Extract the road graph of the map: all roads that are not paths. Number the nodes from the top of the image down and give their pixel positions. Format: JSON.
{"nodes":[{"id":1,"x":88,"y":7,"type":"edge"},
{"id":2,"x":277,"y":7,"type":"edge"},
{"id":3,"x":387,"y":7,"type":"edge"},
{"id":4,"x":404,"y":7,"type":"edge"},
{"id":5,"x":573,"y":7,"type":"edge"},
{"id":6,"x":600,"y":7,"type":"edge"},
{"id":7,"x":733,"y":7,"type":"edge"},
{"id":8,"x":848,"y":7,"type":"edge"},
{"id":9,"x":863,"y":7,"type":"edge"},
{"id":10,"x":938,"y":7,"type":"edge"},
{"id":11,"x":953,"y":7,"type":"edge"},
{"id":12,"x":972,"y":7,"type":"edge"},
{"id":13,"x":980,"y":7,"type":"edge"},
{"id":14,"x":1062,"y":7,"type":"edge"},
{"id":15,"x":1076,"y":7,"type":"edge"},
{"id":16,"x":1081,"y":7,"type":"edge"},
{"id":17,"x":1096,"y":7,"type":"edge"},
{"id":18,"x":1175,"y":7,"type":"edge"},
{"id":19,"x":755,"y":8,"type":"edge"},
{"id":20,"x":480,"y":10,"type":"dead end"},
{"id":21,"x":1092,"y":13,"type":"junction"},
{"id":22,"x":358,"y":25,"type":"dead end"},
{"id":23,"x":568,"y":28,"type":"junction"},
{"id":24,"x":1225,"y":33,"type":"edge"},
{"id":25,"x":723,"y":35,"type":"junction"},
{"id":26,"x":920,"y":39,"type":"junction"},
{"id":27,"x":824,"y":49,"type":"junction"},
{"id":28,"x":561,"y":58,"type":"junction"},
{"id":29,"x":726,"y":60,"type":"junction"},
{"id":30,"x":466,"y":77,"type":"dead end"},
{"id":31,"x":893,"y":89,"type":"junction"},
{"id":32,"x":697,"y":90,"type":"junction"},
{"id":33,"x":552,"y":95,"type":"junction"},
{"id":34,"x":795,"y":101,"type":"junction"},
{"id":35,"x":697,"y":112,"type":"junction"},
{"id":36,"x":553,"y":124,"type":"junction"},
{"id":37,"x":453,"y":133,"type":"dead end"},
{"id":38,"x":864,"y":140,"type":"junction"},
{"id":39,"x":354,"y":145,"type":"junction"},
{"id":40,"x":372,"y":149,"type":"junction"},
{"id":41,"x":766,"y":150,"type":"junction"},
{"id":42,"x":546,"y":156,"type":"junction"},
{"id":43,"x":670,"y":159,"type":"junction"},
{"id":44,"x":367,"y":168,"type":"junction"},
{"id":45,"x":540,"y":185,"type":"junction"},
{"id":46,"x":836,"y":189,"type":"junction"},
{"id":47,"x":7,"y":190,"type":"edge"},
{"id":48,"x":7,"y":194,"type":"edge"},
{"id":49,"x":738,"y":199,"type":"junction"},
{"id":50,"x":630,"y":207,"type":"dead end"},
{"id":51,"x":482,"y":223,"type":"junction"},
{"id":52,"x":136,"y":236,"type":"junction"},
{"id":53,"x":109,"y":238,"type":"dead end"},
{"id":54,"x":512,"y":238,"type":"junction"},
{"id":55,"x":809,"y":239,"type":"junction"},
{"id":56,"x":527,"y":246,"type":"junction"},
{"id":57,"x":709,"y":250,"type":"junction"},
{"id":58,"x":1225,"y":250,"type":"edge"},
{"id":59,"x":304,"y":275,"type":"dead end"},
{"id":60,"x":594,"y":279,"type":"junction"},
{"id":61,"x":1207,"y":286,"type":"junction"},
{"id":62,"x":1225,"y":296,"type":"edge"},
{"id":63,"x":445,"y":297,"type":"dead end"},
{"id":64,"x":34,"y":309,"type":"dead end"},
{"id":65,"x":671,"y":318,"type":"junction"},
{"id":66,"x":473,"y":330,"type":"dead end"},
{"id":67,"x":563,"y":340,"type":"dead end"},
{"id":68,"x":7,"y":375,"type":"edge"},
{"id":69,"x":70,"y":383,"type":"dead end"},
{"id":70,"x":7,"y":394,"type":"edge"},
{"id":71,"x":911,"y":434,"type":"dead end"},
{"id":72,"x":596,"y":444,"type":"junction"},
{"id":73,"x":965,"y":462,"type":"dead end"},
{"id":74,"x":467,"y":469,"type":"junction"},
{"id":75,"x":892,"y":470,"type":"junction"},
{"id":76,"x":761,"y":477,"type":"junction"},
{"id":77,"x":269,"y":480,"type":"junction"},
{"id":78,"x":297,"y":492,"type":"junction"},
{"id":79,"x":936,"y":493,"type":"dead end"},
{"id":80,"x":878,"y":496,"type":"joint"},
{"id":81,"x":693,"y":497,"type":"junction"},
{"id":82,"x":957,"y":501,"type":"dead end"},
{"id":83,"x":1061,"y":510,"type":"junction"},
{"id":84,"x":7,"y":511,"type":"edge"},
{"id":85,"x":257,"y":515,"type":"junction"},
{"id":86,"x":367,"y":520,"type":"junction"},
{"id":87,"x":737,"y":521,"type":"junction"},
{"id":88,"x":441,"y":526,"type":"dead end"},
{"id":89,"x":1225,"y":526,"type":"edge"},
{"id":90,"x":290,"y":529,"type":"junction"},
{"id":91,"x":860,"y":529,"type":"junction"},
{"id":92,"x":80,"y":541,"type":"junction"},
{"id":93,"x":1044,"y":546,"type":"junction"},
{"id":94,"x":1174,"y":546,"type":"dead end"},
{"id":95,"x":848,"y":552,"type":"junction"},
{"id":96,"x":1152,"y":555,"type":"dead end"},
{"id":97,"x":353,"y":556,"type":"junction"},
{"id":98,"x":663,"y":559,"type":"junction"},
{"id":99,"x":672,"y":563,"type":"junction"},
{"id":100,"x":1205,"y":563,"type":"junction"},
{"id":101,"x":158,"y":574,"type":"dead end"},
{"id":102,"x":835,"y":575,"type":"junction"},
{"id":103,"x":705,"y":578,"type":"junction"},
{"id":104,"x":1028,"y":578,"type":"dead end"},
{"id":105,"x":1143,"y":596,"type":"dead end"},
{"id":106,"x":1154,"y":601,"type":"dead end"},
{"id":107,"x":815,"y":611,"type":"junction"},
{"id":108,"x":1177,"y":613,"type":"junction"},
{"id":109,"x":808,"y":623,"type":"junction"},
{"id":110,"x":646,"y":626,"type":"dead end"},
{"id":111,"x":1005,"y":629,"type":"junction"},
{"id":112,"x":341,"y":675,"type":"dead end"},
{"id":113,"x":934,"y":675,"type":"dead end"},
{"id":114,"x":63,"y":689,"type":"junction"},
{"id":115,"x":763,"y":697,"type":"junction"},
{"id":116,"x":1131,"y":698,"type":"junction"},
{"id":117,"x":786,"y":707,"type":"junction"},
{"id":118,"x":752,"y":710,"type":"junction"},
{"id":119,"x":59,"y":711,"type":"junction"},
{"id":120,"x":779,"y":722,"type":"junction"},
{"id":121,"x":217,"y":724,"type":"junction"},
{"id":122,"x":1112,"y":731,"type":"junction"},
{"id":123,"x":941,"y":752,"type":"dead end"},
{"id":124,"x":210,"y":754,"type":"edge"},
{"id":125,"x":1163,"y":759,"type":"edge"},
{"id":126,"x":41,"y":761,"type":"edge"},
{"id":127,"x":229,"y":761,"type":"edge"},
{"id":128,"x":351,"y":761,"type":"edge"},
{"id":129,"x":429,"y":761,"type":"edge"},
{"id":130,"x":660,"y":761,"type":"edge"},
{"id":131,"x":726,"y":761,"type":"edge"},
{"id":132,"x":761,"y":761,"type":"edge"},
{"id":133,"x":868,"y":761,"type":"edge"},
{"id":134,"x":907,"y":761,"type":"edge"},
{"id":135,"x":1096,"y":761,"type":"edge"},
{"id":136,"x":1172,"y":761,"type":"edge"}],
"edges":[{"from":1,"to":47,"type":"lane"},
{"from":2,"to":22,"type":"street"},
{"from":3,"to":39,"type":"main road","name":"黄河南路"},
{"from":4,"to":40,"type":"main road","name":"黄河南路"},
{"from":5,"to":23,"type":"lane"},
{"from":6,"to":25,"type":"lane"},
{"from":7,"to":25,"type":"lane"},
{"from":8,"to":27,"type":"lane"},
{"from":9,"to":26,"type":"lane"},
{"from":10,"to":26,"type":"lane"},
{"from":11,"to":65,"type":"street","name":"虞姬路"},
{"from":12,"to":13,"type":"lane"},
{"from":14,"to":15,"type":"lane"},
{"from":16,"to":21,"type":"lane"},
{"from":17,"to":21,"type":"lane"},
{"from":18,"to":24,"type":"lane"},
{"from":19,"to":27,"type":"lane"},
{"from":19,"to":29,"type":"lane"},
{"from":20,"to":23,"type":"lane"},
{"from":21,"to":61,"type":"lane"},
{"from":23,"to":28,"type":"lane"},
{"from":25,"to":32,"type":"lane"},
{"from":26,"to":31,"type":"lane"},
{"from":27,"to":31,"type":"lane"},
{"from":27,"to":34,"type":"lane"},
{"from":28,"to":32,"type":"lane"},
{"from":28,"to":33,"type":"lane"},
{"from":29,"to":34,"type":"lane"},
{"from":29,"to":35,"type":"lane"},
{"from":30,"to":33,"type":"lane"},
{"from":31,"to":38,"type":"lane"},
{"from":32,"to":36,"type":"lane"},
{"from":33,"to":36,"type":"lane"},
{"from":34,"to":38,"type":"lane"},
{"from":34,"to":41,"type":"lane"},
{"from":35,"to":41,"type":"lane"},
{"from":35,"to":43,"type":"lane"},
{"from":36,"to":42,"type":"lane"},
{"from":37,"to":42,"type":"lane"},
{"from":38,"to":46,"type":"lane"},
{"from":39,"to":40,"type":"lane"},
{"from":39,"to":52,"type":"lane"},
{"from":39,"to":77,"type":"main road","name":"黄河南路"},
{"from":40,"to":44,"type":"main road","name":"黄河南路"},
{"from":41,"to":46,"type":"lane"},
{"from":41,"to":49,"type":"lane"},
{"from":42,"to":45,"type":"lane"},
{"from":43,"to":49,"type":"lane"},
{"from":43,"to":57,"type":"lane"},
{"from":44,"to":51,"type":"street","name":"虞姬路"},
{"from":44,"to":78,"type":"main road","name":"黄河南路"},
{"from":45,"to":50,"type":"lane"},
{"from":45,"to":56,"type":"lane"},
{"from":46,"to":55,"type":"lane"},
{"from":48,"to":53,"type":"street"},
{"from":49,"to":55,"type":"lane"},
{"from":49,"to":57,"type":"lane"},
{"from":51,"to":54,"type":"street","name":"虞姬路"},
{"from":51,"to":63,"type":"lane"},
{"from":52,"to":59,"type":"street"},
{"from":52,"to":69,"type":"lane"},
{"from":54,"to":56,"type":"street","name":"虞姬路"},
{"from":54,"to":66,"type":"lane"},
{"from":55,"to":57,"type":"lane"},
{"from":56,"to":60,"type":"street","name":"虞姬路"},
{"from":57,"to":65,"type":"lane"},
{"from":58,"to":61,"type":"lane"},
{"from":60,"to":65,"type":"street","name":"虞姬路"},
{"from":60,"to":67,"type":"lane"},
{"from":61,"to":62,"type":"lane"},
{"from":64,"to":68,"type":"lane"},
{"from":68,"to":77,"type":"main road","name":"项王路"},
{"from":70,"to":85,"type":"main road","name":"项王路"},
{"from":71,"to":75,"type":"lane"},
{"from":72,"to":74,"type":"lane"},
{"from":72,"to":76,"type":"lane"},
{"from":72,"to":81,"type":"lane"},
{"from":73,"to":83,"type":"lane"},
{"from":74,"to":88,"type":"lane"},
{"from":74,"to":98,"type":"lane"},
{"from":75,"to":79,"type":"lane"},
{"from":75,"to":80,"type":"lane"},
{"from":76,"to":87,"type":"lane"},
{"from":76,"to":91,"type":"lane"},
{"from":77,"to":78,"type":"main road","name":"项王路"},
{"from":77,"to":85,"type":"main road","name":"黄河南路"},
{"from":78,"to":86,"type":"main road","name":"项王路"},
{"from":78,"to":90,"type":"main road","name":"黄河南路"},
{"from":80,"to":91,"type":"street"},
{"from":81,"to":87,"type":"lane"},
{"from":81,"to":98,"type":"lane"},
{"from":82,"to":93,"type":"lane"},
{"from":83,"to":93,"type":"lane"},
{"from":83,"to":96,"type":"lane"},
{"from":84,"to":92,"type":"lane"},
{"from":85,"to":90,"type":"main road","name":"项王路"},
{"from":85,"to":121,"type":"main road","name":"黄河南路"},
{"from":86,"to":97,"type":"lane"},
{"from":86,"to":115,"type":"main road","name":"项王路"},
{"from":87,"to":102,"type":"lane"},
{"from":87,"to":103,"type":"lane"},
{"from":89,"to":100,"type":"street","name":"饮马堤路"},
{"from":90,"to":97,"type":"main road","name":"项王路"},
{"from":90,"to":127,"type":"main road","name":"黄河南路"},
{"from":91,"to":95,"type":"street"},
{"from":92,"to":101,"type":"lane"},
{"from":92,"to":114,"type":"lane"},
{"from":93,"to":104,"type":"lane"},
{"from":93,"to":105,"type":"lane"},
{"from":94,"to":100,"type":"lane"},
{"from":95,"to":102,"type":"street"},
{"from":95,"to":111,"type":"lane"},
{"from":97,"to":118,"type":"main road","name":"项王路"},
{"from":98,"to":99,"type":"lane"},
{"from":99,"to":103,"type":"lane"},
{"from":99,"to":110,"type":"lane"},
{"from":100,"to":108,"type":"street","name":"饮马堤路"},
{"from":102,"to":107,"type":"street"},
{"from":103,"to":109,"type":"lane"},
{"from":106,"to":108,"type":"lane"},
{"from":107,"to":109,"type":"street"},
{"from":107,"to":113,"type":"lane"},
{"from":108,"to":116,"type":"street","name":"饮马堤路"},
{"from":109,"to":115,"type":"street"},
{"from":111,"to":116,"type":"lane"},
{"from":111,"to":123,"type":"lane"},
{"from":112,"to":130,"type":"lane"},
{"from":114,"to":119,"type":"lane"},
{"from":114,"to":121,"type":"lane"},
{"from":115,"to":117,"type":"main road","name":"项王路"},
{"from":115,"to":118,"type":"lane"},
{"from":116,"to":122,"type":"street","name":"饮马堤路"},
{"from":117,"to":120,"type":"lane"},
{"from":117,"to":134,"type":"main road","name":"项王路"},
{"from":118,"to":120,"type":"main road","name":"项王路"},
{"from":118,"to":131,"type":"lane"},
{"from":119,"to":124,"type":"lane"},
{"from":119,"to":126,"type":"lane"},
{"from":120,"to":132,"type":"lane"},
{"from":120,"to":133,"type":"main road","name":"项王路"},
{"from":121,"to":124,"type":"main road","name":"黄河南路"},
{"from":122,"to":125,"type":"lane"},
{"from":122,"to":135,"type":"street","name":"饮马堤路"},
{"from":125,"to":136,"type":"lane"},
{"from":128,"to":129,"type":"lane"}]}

──────────────────────────────

[WHAT IS EXPECTED] Check each line above for "nodes" and return the ones that have it.

[RESPONSE TO THE EXERCISE]
Extract the road graph of the map: all roads that are not paths. Number the nodes from the top of the image down and give their pixel positions. Format: JSON.
{"nodes":[{"id":1,"x":88,"y":7,"type":"edge"},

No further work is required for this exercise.